Not Another Softball Post

I’m sorry, but since Theresa’s many attempts to sneak across the American boarders, including an ingenious plan involving a George Bush mask and a hot air balloon, have failed miserably and I am forced to continue here in Virginia as an unwilling bachelor, softball is one of the few things I have here that gives any meaning to my life (no, I haven’t forgotten about that pesky little law school thing I have to go to, but, as everyone here already knows, class is a much lesser priority than the North Grounds Softball League). Also, there would be absolutely no excuse not to post tonight, as we just finished our most important game of the season. That’s right, even if the Migra had finally tracked caught up to Theresa’s balloon and I had to rush off to Saskatchewan to plead her case in front of a tribunal of Mounties, I would have written this post on the plane. You may now be wondering, what made this particular game so important to merit such an immediate response? Well, simply put, it was the long-awaited meeting of Section J’s “Juiced” and Section C’s “Carnations,” and ever since an alleged Section J remark about C’s inescapable tendency of effectively wasting the majority of our joint contracts class with inane comments and irrelevant questions, which, as section J lore goes, actually did not happen, (although it might well could have considering the accuracy of the remark), the Sections have been the most bitter of rivals. Also, if the first meeting of long-time enemies is not enough to merit “greatest game ever” status, Professor Hynes increased the stakes by mediating a wager where the losing team gets to select the cold-call list for tomorrow’s class, which would only really make a difference if C won, because if we created a list that excluded all of J and only C spoke next class, I don’t think I would be able to tell the difference. All I’m trying to say here is that it was a big game.

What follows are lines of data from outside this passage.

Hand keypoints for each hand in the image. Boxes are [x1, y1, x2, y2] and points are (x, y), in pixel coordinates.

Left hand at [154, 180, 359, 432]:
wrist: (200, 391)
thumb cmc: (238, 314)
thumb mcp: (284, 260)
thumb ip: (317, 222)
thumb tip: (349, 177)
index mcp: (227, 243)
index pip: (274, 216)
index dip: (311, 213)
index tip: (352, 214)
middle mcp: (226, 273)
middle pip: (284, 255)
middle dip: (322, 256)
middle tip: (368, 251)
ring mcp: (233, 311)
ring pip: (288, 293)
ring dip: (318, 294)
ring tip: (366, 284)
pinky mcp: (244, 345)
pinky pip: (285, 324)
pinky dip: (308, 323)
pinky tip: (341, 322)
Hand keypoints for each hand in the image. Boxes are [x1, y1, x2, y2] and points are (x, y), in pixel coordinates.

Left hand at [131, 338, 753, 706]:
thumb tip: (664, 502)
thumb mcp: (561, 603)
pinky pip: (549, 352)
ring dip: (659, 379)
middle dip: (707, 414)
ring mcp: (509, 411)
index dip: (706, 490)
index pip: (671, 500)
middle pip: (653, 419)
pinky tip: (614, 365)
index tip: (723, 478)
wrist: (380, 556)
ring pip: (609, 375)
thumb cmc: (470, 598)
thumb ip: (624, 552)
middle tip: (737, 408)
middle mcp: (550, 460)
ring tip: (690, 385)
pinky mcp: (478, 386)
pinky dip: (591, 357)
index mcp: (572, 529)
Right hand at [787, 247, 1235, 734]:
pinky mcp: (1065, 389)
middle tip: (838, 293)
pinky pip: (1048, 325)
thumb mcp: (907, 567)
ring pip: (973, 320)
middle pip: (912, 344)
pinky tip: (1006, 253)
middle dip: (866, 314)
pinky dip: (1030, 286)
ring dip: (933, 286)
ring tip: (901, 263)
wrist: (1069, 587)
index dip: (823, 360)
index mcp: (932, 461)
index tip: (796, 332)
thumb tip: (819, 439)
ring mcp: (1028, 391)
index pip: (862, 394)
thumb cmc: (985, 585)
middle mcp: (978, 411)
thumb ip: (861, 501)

So who won? Well, get ready to dodge some flying scrabble tiles because we might have a section of sore losers on our hands. Except of course, since Section C would be doing the throwing, their weapons would more likely be “My little Ponies,” than scrabble tiles—I don’t really know how you could lose at “My Little Ponies,” but if anyone could do it, our pals in Section C could. Oh, and to complete my retraction of this paragraph’s opening phrase, I guess you wouldn’t really need to dodge anything, because, as Section C so effectively established on the diamond today, their throwing skills are such that I would be reasonably confident that no-one near the tantrum would be at any sort of risk of being hit.

Am I being too hard on Section C? Well. after today reading the second of C’s resident blogger’s entries that include both “Section J” and “Sucks” it their titles, I have concluded that it isn’t. Anyway, here is the official game write-up, penned by J’s Bill (used without permission):

Section J: 9
Section C: 4

In what was a foregone conclusion, Section J defeated their arch-rivals Section C nine to four on the muddied field of Copley today. I don't want to play up how big a showdown this game was because then people might actually think Section C had a chance. But it was one of the biggest games of the year. Section J and C's contracts professor was there. He brought snacks and a deal that the winner could pick who in the other section would be called on next class. Best contracts professor ever.

Let's get this out of the way first. The Carnations? Are you kidding me? A pink carnation is either a symbol of a mother's undying love or what a bad prom date buys his soon to be ex-girlfriend.

Some highlights:

Section J had even stronger support than our usual…strong support. First, our amazing PAs. All five were there, with three of the five actually making the sacrifice of missing class. They even brought pizza and beer. So big thumbs ups to them for that. We even had 4 significant others in attendance. For the record, I don't think any of Section C's PAs were there. Although I actually give them credit for that: I wouldn't want to hang out with that section either if I didn't absolutely have to.

Section C threatened a couple of times. Both times "The Bull" came up to bat. Let's just say he had one batting glove for each strikeout.

The game was mostly won and lost on fielding. Two players really just sum up each team's efforts. For Section C, their first baseman with the ridiculously short shorts. I'm sure you've seen him around the law school. No other male wears running shorts that short. After a routine grounder to the pitcher the ball was a bit off target. Let's just say his balls almost fell out of his daisy dukes while demonstrating the stretching ability of an 11 year old girl. The fact that they didn't, actually calls into question their existence. For Section J, Mike in the outfield. He single handedly was responsible for the last two outs of the game. The first time with an amazing dive and roll snowcone of a catch. The second time charging in for a ball that popped over the infield, picking it up, and flipping the ball to the second baseman in mid dive for the last out.

For the record, after winning 6 to 4 at the end of 5 innings, the umpire gave Section J the chance to end the game since an hour had elapsed. We immediately turned it down because we wanted another inning to run up the score. We also didn't want to give C an excuse.